Lyonel Trouillot, nato a Porte-au-Prince (Haiti) nel 1956, è uno scrittore, poeta, intellettuale impegnato nella vita culturale e politica del suo paese. Professore di letteratura presso l’Université Caraïbe, è considerato una delle voci più interessanti nel panorama letterario in lingua francese di questi primi anni del XXI secolo. La sua poetica è costruita attorno alle idee di rivolta, ascolto e condivisione. Tra i suoi romanzi ricordiamo Thérèse en mille morceaux (2000) pubblicato in traduzione italiana a cura di E. Volterrani per le edizioni Epochè nel 2008, Les Enfants des héros (2002) tradotto da M. V. Caredda per Atmosphere Libri nel 2011, Bicentenaire (2004) pubblicato nella traduzione italiana di M. Ferrara dalle Edizioni Lavoro nel 2005, Yanvalou pour Charlie (2009), La Belle amour humaine (2011) e il suo ultimo Parabole du Failli (2013). Questa intervista nasce da una chiacchierata avvenuta nell’àmbito del Festival di Letteratura e Traduzione Babel, tenutosi dall’11 al 14 settembre 2014 a Bellinzona, in Svizzera.

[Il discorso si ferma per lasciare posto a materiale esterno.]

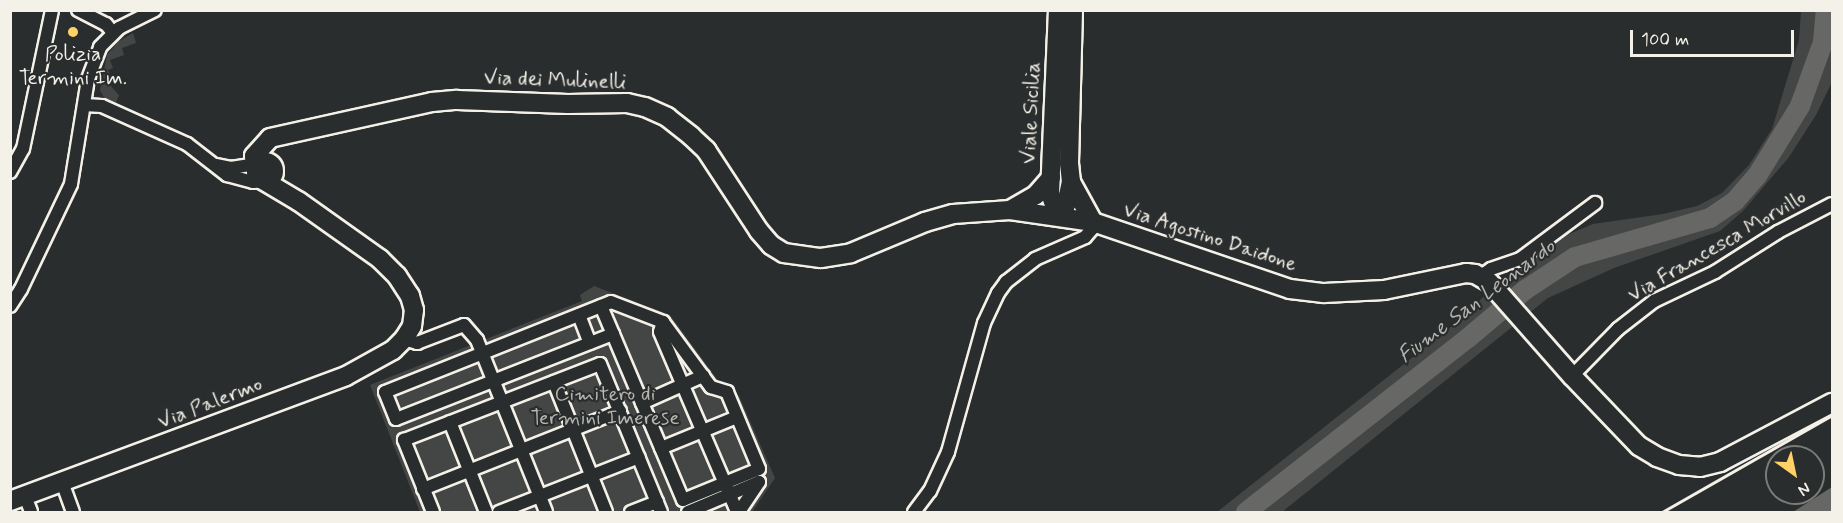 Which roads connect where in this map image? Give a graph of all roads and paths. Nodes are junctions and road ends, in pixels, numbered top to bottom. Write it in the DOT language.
graph roads {
  1 [pos="52,10"];
  2 [pos="78,10"];
  3 [pos="155,10"];
  4 [pos="1058,10"];
  5 [pos="1073,10"];
  6 [pos="136,15"];
  7 [pos="113,33"];
  8 [pos="84,105"];
  9 [pos="213,164"];
  10 [pos="10,172"];
  11 [pos="264,172"];
  12 [pos="1051,178"];
  13 [pos="1071,182"];
  14 [pos="1595,203"];
  15 [pos="1833,204"];
  16 [pos="1010,210"];
  17 [pos="1058,216"];
  18 [pos="1093,222"];
  19 [pos="1485,279"];
  20 [pos="10,306"];
  21 [pos="602,306"];
  22 [pos="579,315"];
  23 [pos="663,322"];
  24 [pos="408,332"];
  25 [pos="613,334"];
  26 [pos="590,343"];
  27 [pos="483,353"];
  28 [pos="703,376"];
  29 [pos="1572,376"];
  30 [pos="494,381"];
  31 [pos="554,382"];
  32 [pos="683,385"];
  33 [pos="502,402"];
  34 [pos="642,403"];
  35 [pos="1833,403"];
  36 [pos="620,411"];
  37 [pos="737,417"];
  38 [pos="450,423"];
  39 [pos="573,430"];
  40 [pos="703,431"];
  41 [pos="661,448"];
  42 [pos="521,450"];
  43 [pos="639,457"];
  44 [pos="470,470"];
  45 [pos="591,476"];
  46 [pos="62,482"];
  47 [pos="727,488"];
  48 [pos="423,489"];
  49 [pos="539,497"];
  50 [pos="22,503"];
  51 [pos="659,507"];
  52 [pos="73,513"];
  53 [pos="433,513"];
  54 [pos="486,513"];
  55 [pos="499,513"];
  56 [pos="546,513"];
  57 [pos="606,513"];
  58 [pos="631,513"];
  59 [pos="688,513"];
  60 [pos="738,513"];
  61 [pos="914,513"];
  1 -- 10 [label="street"];
  2 -- 7 [label="street"];
  3 -- 6 [label="street"];
  4 -- 12 [label="street, Viale Sicilia"];
  5 -- 13 [label="street, Viale Sicilia"];
  6 -- 7 [label="street"];
  7 -- 8 [label="street"];
  8 -- 9 [label="street"];
  8 -- 20 [label="street"];
  9 -- 11 [label="street"];
  9 -- 11 [label="street"];
  11 -- 16 [label="street, Via dei Mulinelli"];
  11 -- 24 [label="street"];
  12 -- 16 [label="street"];
  12 -- 17 [label="street, Viale Sicilia"];
  13 -- 17 [label="street"];
  13 -- 18 [label="street"];
  14 -- 19 [label="street"];
  15 -- 29 [label="street, Via Francesca Morvillo"];
  16 -- 17 [label="street, Via dei Mulinelli"];
  17 -- 18 [label="street, Via Agostino Daidone"];
  18 -- 19 [label="street, Via Agostino Daidone"];
  18 -- 61 [label="street"];
  19 -- 29 [label="street"];
  21 -- 22 [label="street"];
  21 -- 23 [label="street"];
  21 -- 25 [label="street"];
  22 -- 26 [label="street"];
  22 -- 27 [label="street"];
  23 -- 28 [label="street"];
  23 -- 32 [label="street"];
  24 -- 27 [label="street"];
  24 -- 46 [label="street, Via Palermo"];
  25 -- 26 [label="street"];
  25 -- 34 [label="street"];
  26 -- 30 [label="street"];
  27 -- 30 [label="street"];
  27 -- 30 [label="street"];
  28 -- 32 [label="street"];
  28 -- 37 [label="street"];
  29 -- 35 [label="street"];
  30 -- 33 [label="street"];
  31 -- 33 [label="street"];
  31 -- 36 [label="street"];
  31 -- 39 [label="street"];
  32 -- 34 [label="street"];
  32 -- 40 [label="street"];
  33 -- 38 [label="street"];
  33 -- 42 [label="street"];
  34 -- 41 [label="street"];
  36 -- 39 [label="street"];
  36 -- 43 [label="street"];
  37 -- 40 [label="street"];
  37 -- 47 [label="street"];
  38 -- 44 [label="street"];
  38 -- 48 [label="street"];
  39 -- 42 [label="street"];
  39 -- 45 [label="street"];
  40 -- 41 [label="street"];
  40 -- 47 [label="street"];
  41 -- 47 [label="street"];
  42 -- 44 [label="street"];
  42 -- 49 [label="street"];
  43 -- 45 [label="street"];
  43 -- 51 [label="street"];
  44 -- 48 [label="street"];
  44 -- 54 [label="street"];
  45 -- 49 [label="street"];
  45 -- 57 [label="street"];
  46 -- 50 [label="street, Via Palermo"];
  46 -- 52 [label="street"];
  47 -- 59 [label="street"];
  47 -- 60 [label="street"];
  47 -- 60 [label="street"];
  48 -- 53 [label="street"];
  49 -- 55 [label="street"];
  49 -- 56 [label="street"];
  51 -- 58 [label="street"];
}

Benvenuto Lyonel Trouillot, lei è professore di letteratura francese. A suo parere, cosa possiamo e dobbiamo insegnare ai nostri studenti?

Non so se ci sia una risposta a questa domanda… Ciò che dobbiamo insegnare è il dubbio, e esplorare con loro questa tensione tra senso e forma, tra reale e immaginario che costituisce, ai miei occhi, la necessità della letteratura. Malauguratamente, gli studi letterari si sono fermati a delle categorie chiuse. Esiste una sorta di meccanica dell’insegnamento della letteratura che la separa dal mondo. Mi pare fosse Jean-Pierre Faye a dire che la letteratura parla sempre e solo di sé stessa, ma per parlare di sé deve parlare di altro. Insegnare letteratura è una sorta di utopia… quando diciamo che insegniamo letteratura in realtà si tratta sempre di un discorso che produciamo sulla pratica letteraria, ma per me l’interesse di questa utopia dell’insegnamento letterario risiede nell’esplorare l’eterna domanda della relazione della letteratura con sé stessa e con un sistema esterno a essa, cioè la vita vera.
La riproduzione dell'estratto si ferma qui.